• [Problem details] With the pictures removed, write out the full listing below exactly.

• [Materials provided]

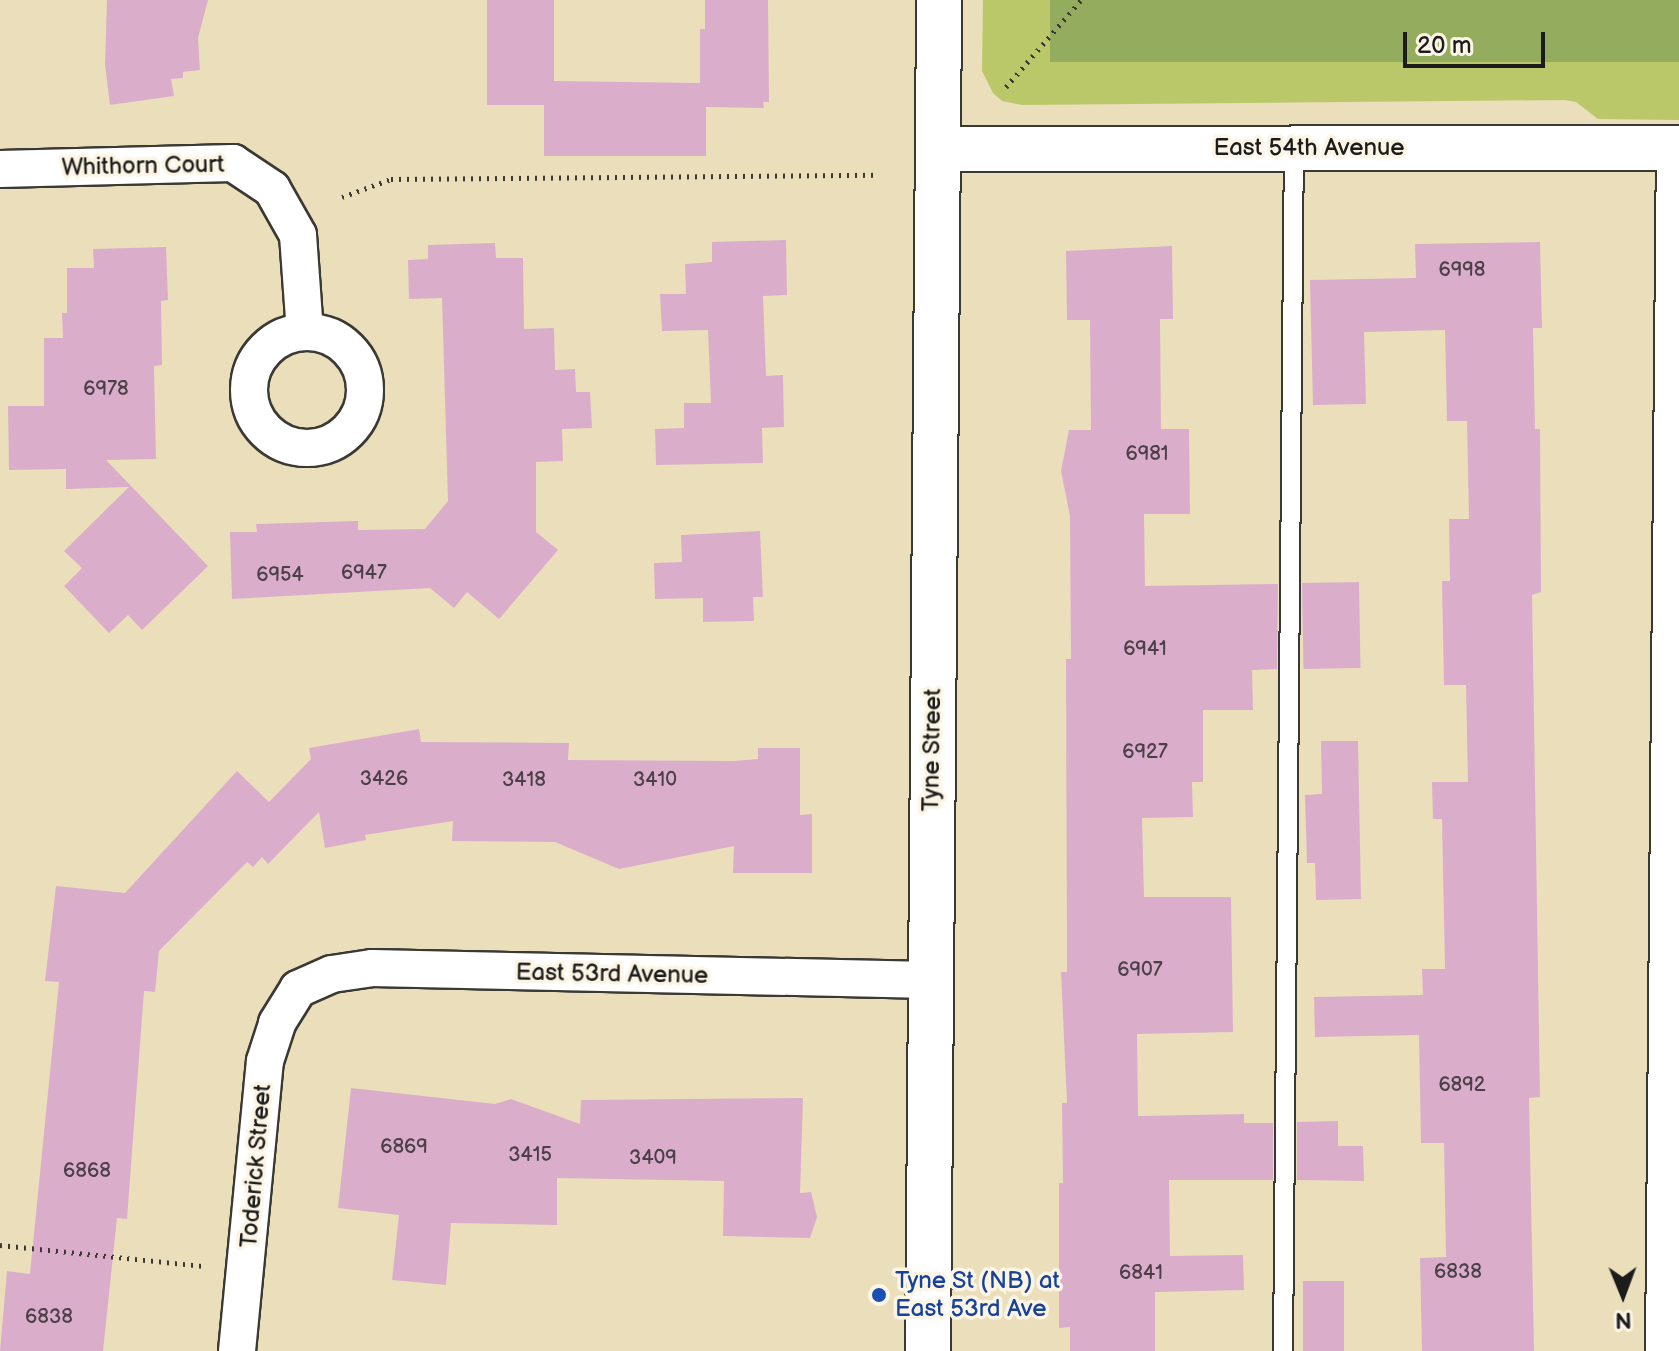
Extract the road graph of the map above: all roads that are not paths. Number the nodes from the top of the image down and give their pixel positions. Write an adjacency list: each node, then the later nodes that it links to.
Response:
1 (939, 0): 4 (street, Tyne Street)
2 (1294, 148): 3 (street, East 54th Avenue); 4 (street, East 54th Avenue); 11 (lane)
3 (1677, 148): 12 (street)
4 (938, 149): 7 (street, Tyne Street)
5 (0, 169): 6 (street, Whithorn Court)
6 (305, 332)
7 (930, 980): 8 (street, East 53rd Avenue); 10 (street, Tyne Street)
8 (298, 989): 9 (street, Toderick Street)
9 (237, 1351)
10 (928, 1351)
11 (1283, 1351)
12 (1664, 1351)

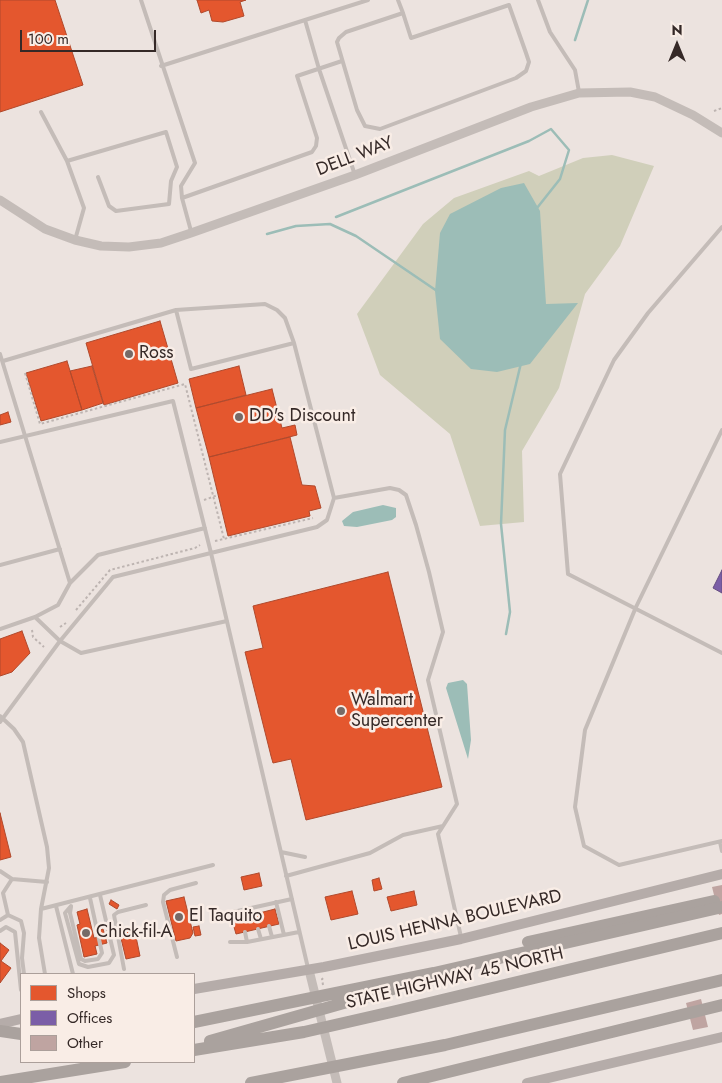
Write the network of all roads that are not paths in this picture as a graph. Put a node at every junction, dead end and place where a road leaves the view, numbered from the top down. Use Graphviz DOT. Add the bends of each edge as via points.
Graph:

• [Solution for this task]
Extract the road graph of the map above: all roads that are not paths. Number the nodes from the top of the image down and give their pixel positions. Write an adjacency list: each node, then the later nodes that it links to.
Response:
1 (939, 0): 4 (street, Tyne Street)
2 (1294, 148): 3 (street, East 54th Avenue); 4 (street, East 54th Avenue); 11 (lane)
3 (1677, 148): 12 (street)
4 (938, 149): 7 (street, Tyne Street)
5 (0, 169): 6 (street, Whithorn Court)
6 (305, 332)
7 (930, 980): 8 (street, East 53rd Avenue); 10 (street, Tyne Street)
8 (298, 989): 9 (street, Toderick Street)
9 (237, 1351)
10 (928, 1351)
11 (1283, 1351)
12 (1664, 1351)

Write the network of all roads that are not paths in this picture as a graph. Put a node at every junction, dead end and place where a road leaves the view, numbered from the top down. Use Graphviz DOT. Add the bends of each edge as via points.
Graph:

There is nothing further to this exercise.